Saved data entries:
--- START ---

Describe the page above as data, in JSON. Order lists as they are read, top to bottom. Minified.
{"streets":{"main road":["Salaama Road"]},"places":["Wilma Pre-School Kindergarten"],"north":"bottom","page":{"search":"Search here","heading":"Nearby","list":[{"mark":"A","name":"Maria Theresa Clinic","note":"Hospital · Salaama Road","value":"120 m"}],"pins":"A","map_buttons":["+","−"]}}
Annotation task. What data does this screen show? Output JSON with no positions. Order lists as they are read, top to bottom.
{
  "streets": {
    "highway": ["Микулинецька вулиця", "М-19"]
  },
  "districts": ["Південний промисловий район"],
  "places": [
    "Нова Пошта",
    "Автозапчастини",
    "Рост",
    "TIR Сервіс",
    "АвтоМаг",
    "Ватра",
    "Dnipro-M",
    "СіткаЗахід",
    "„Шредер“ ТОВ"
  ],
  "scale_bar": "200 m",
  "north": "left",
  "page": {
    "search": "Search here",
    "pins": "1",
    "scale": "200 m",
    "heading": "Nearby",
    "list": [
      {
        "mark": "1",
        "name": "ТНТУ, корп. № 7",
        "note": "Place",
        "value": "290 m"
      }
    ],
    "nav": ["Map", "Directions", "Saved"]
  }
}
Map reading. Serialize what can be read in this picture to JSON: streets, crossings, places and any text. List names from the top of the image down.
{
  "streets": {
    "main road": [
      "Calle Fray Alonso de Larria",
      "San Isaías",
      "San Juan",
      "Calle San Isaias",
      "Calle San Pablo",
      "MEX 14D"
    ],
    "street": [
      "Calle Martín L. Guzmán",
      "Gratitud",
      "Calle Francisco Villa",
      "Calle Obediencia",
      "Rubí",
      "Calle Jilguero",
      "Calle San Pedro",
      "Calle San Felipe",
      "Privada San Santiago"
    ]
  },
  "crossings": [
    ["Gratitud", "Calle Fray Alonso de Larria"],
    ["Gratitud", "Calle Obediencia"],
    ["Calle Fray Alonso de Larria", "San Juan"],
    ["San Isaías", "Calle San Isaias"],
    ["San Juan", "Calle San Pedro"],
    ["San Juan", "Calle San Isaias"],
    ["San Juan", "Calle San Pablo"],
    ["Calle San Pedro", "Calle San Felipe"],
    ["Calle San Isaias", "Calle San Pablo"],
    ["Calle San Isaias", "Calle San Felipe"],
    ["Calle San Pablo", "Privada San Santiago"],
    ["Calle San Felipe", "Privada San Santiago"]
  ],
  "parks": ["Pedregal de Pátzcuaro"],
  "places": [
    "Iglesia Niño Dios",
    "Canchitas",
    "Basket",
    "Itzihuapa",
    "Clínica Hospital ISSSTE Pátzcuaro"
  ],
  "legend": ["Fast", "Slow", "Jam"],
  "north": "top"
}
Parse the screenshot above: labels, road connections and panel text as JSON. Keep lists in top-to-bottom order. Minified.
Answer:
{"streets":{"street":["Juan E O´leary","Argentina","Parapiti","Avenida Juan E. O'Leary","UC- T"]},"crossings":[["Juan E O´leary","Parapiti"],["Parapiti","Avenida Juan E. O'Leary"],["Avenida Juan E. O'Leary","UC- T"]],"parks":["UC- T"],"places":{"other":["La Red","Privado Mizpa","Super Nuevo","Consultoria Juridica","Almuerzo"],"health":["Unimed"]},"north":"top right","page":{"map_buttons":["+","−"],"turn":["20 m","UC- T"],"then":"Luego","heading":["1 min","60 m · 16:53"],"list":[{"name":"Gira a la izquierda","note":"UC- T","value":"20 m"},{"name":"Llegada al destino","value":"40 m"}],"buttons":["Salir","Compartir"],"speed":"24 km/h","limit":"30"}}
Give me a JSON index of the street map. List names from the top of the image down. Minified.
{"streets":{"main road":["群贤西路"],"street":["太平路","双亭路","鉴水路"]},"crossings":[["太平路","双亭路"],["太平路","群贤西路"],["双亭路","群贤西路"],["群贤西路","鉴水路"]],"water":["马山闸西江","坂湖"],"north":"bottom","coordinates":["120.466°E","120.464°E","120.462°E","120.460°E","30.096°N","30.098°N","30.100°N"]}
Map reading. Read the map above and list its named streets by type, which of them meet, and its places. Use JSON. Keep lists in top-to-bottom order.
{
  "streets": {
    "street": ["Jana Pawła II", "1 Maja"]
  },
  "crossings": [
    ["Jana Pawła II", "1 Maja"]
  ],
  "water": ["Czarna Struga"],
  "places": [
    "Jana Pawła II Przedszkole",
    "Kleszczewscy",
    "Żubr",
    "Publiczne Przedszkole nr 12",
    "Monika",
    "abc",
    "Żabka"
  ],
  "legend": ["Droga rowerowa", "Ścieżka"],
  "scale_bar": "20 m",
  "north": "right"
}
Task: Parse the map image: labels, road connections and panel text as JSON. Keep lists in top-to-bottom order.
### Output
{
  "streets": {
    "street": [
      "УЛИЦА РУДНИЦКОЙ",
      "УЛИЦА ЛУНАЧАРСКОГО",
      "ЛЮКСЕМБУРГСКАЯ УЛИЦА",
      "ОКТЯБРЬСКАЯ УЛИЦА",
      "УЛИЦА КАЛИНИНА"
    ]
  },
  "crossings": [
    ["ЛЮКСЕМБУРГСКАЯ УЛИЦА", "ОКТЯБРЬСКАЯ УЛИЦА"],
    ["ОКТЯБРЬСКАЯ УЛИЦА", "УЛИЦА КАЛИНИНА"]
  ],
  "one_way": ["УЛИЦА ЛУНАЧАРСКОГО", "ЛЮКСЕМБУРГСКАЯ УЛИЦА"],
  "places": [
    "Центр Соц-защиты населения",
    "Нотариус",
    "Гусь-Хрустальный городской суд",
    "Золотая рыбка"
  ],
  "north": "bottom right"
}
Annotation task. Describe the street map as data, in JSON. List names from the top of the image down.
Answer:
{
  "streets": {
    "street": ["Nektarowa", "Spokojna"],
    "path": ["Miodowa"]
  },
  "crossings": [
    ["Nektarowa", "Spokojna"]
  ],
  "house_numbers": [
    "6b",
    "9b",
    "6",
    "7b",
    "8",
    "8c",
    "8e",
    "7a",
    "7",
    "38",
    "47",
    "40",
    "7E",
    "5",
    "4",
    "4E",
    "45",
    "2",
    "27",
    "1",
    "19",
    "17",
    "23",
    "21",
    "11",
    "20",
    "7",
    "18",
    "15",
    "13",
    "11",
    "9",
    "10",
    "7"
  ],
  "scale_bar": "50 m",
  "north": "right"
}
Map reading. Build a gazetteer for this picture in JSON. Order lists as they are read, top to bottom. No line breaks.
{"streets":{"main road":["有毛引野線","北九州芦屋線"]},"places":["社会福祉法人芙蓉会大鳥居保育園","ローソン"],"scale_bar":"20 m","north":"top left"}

--- END ---

• **PROBLEM REQUIREMENTS**
Please repeat every record above word for word.

• **OUTPUT**
Describe the page above as data, in JSON. Order lists as they are read, top to bottom. Minified.
{"streets":{"main road":["Salaama Road"]},"places":["Wilma Pre-School Kindergarten"],"north":"bottom","page":{"search":"Search here","heading":"Nearby","list":[{"mark":"A","name":"Maria Theresa Clinic","note":"Hospital · Salaama Road","value":"120 m"}],"pins":"A","map_buttons":["+","−"]}}
Annotation task. What data does this screen show? Output JSON with no positions. Order lists as they are read, top to bottom.
{
  "streets": {
    "highway": ["Микулинецька вулиця", "М-19"]
  },
  "districts": ["Південний промисловий район"],
  "places": [
    "Нова Пошта",
    "Автозапчастини",
    "Рост",
    "TIR Сервіс",
    "АвтоМаг",
    "Ватра",
    "Dnipro-M",
    "СіткаЗахід",
    "„Шредер“ ТОВ"
  ],
  "scale_bar": "200 m",
  "north": "left",
  "page": {
    "search": "Search here",
    "pins": "1",
    "scale": "200 m",
    "heading": "Nearby",
    "list": [
      {
        "mark": "1",
        "name": "ТНТУ, корп. № 7",
        "note": "Place",
        "value": "290 m"
      }
    ],
    "nav": ["Map", "Directions", "Saved"]
  }
}
Map reading. Serialize what can be read in this picture to JSON: streets, crossings, places and any text. List names from the top of the image down.
{
  "streets": {
    "main road": [
      "Calle Fray Alonso de Larria",
      "San Isaías",
      "San Juan",
      "Calle San Isaias",
      "Calle San Pablo",
      "MEX 14D"
    ],
    "street": [
      "Calle Martín L. Guzmán",
      "Gratitud",
      "Calle Francisco Villa",
      "Calle Obediencia",
      "Rubí",
      "Calle Jilguero",
      "Calle San Pedro",
      "Calle San Felipe",
      "Privada San Santiago"
    ]
  },
  "crossings": [
    ["Gratitud", "Calle Fray Alonso de Larria"],
    ["Gratitud", "Calle Obediencia"],
    ["Calle Fray Alonso de Larria", "San Juan"],
    ["San Isaías", "Calle San Isaias"],
    ["San Juan", "Calle San Pedro"],
    ["San Juan", "Calle San Isaias"],
    ["San Juan", "Calle San Pablo"],
    ["Calle San Pedro", "Calle San Felipe"],
    ["Calle San Isaias", "Calle San Pablo"],
    ["Calle San Isaias", "Calle San Felipe"],
    ["Calle San Pablo", "Privada San Santiago"],
    ["Calle San Felipe", "Privada San Santiago"]
  ],
  "parks": ["Pedregal de Pátzcuaro"],
  "places": [
    "Iglesia Niño Dios",
    "Canchitas",
    "Basket",
    "Itzihuapa",
    "Clínica Hospital ISSSTE Pátzcuaro"
  ],
  "legend": ["Fast", "Slow", "Jam"],
  "north": "top"
}
Parse the screenshot above: labels, road connections and panel text as JSON. Keep lists in top-to-bottom order. Minified.
Answer:
{"streets":{"street":["Juan E O´leary","Argentina","Parapiti","Avenida Juan E. O'Leary","UC- T"]},"crossings":[["Juan E O´leary","Parapiti"],["Parapiti","Avenida Juan E. O'Leary"],["Avenida Juan E. O'Leary","UC- T"]],"parks":["UC- T"],"places":{"other":["La Red","Privado Mizpa","Super Nuevo","Consultoria Juridica","Almuerzo"],"health":["Unimed"]},"north":"top right","page":{"map_buttons":["+","−"],"turn":["20 m","UC- T"],"then":"Luego","heading":["1 min","60 m · 16:53"],"list":[{"name":"Gira a la izquierda","note":"UC- T","value":"20 m"},{"name":"Llegada al destino","value":"40 m"}],"buttons":["Salir","Compartir"],"speed":"24 km/h","limit":"30"}}
Give me a JSON index of the street map. List names from the top of the image down. Minified.
{"streets":{"main road":["群贤西路"],"street":["太平路","双亭路","鉴水路"]},"crossings":[["太平路","双亭路"],["太平路","群贤西路"],["双亭路","群贤西路"],["群贤西路","鉴水路"]],"water":["马山闸西江","坂湖"],"north":"bottom","coordinates":["120.466°E","120.464°E","120.462°E","120.460°E","30.096°N","30.098°N","30.100°N"]}
Map reading. Read the map above and list its named streets by type, which of them meet, and its places. Use JSON. Keep lists in top-to-bottom order.
{
  "streets": {
    "street": ["Jana Pawła II", "1 Maja"]
  },
  "crossings": [
    ["Jana Pawła II", "1 Maja"]
  ],
  "water": ["Czarna Struga"],
  "places": [
    "Jana Pawła II Przedszkole",
    "Kleszczewscy",
    "Żubr",
    "Publiczne Przedszkole nr 12",
    "Monika",
    "abc",
    "Żabka"
  ],
  "legend": ["Droga rowerowa", "Ścieżka"],
  "scale_bar": "20 m",
  "north": "right"
}
Task: Parse the map image: labels, road connections and panel text as JSON. Keep lists in top-to-bottom order.
### Output
{
  "streets": {
    "street": [
      "УЛИЦА РУДНИЦКОЙ",
      "УЛИЦА ЛУНАЧАРСКОГО",
      "ЛЮКСЕМБУРГСКАЯ УЛИЦА",
      "ОКТЯБРЬСКАЯ УЛИЦА",
      "УЛИЦА КАЛИНИНА"
    ]
  },
  "crossings": [
    ["ЛЮКСЕМБУРГСКАЯ УЛИЦА", "ОКТЯБРЬСКАЯ УЛИЦА"],
    ["ОКТЯБРЬСКАЯ УЛИЦА", "УЛИЦА КАЛИНИНА"]
  ],
  "one_way": ["УЛИЦА ЛУНАЧАРСКОГО", "ЛЮКСЕМБУРГСКАЯ УЛИЦА"],
  "places": [
    "Центр Соц-защиты населения",
    "Нотариус",
    "Гусь-Хрустальный городской суд",
    "Золотая рыбка"
  ],
  "north": "bottom right"
}
Annotation task. Describe the street map as data, in JSON. List names from the top of the image down.
Answer:
{
  "streets": {
    "street": ["Nektarowa", "Spokojna"],
    "path": ["Miodowa"]
  },
  "crossings": [
    ["Nektarowa", "Spokojna"]
  ],
  "house_numbers": [
    "6b",
    "9b",
    "6",
    "7b",
    "8",
    "8c",
    "8e",
    "7a",
    "7",
    "38",
    "47",
    "40",
    "7E",
    "5",
    "4",
    "4E",
    "45",
    "2",
    "27",
    "1",
    "19",
    "17",
    "23",
    "21",
    "11",
    "20",
    "7",
    "18",
    "15",
    "13",
    "11",
    "9",
    "10",
    "7"
  ],
  "scale_bar": "50 m",
  "north": "right"
}
Map reading. Build a gazetteer for this picture in JSON. Order lists as they are read, top to bottom. No line breaks.
{"streets":{"main road":["有毛引野線","北九州芦屋線"]},"places":["社会福祉法人芙蓉会大鳥居保育園","ローソン"],"scale_bar":"20 m","north":"top left"}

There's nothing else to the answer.